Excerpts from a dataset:

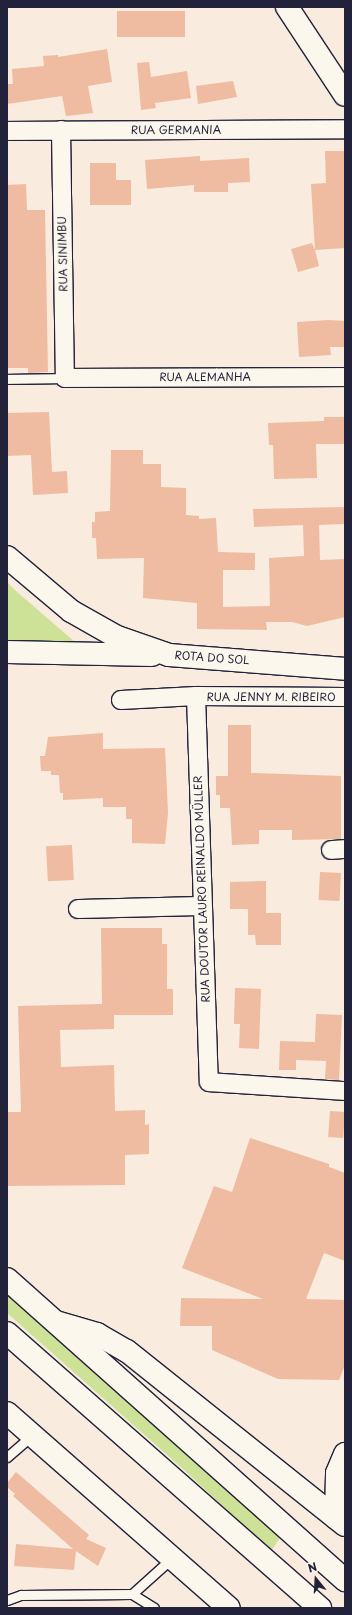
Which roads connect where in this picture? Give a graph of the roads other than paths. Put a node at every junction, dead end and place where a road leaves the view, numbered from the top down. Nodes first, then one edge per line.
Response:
1 (287, 7) edge
2 (345, 96) edge
3 (345, 129) edge
4 (61, 130) junction
5 (7, 131) edge
6 (345, 377) edge
7 (65, 378) junction
8 (7, 379) edge
9 (7, 557) edge
10 (7, 652) edge
11 (169, 655) junction
12 (345, 663) edge
13 (303, 664) junction
14 (345, 669) edge
15 (196, 696) junction
16 (345, 697) edge
17 (121, 700) dead end
18 (201, 906) junction
19 (78, 909) dead end
20 (345, 1091) edge
21 (7, 1280) edge
22 (56, 1322) junction
23 (7, 1333) edge
24 (7, 1413) edge
25 (31, 1436) junction
26 (7, 1457) edge
27 (341, 1463) edge
28 (308, 1496) junction
29 (340, 1521) edge
30 (172, 1558) junction
31 (345, 1580) edge
32 (132, 1594) junction
33 (7, 1600) edge
34 (154, 1608) edge
35 (229, 1608) edge
36 (320, 1608) edge

1 - 2 main road
3 - 4 street, RUA GERMANIA
4 - 5 street, RUA GERMANIA
4 - 7 street, RUA SINIMBU
6 - 7 street, RUA ALEMANHA
7 - 8 lane
9 - 11 main road, ROTA DO SOL
10 - 11 main road
11 - 13 main road, ROTA DO SOL
12 - 13 main road, ROTA DO SOL
13 - 14 main road, ROTA DO SOL
15 - 16 street, RUA JENNY M. RIBEIRO
15 - 17 street, RUA JENNY M. RIBEIRO
15 - 18 street, RUA DOUTOR LAURO REINALDO MÜLLER
18 - 19 street
18 - 20 street, RUA DOUTOR LAURO REINALDO MÜLLER
21 - 22 main road
22 - 28 main road
22 - 31 main road
23 - 36 main road
24 - 25 main road
25 - 26 lane
25 - 30 main road
27 - 28 main road
27 - 29 main road
28 - 29 main road
30 - 32 lane
30 - 35 main road
32 - 33 lane
32 - 34 lane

Your goal:
From the first line to the last, retype the entries above exactly, minus the pictures.

Answer for the task:
Which roads connect where in this picture? Give a graph of the roads other than paths. Put a node at every junction, dead end and place where a road leaves the view, numbered from the top down. Nodes first, then one edge per line.
Response:
1 (287, 7) edge
2 (345, 96) edge
3 (345, 129) edge
4 (61, 130) junction
5 (7, 131) edge
6 (345, 377) edge
7 (65, 378) junction
8 (7, 379) edge
9 (7, 557) edge
10 (7, 652) edge
11 (169, 655) junction
12 (345, 663) edge
13 (303, 664) junction
14 (345, 669) edge
15 (196, 696) junction
16 (345, 697) edge
17 (121, 700) dead end
18 (201, 906) junction
19 (78, 909) dead end
20 (345, 1091) edge
21 (7, 1280) edge
22 (56, 1322) junction
23 (7, 1333) edge
24 (7, 1413) edge
25 (31, 1436) junction
26 (7, 1457) edge
27 (341, 1463) edge
28 (308, 1496) junction
29 (340, 1521) edge
30 (172, 1558) junction
31 (345, 1580) edge
32 (132, 1594) junction
33 (7, 1600) edge
34 (154, 1608) edge
35 (229, 1608) edge
36 (320, 1608) edge

1 - 2 main road
3 - 4 street, RUA GERMANIA
4 - 5 street, RUA GERMANIA
4 - 7 street, RUA SINIMBU
6 - 7 street, RUA ALEMANHA
7 - 8 lane
9 - 11 main road, ROTA DO SOL
10 - 11 main road
11 - 13 main road, ROTA DO SOL
12 - 13 main road, ROTA DO SOL
13 - 14 main road, ROTA DO SOL
15 - 16 street, RUA JENNY M. RIBEIRO
15 - 17 street, RUA JENNY M. RIBEIRO
15 - 18 street, RUA DOUTOR LAURO REINALDO MÜLLER
18 - 19 street
18 - 20 street, RUA DOUTOR LAURO REINALDO MÜLLER
21 - 22 main road
22 - 28 main road
22 - 31 main road
23 - 36 main road
24 - 25 main road
25 - 26 lane
25 - 30 main road
27 - 28 main road
27 - 29 main road
28 - 29 main road
30 - 32 lane
30 - 35 main road
32 - 33 lane
32 - 34 lane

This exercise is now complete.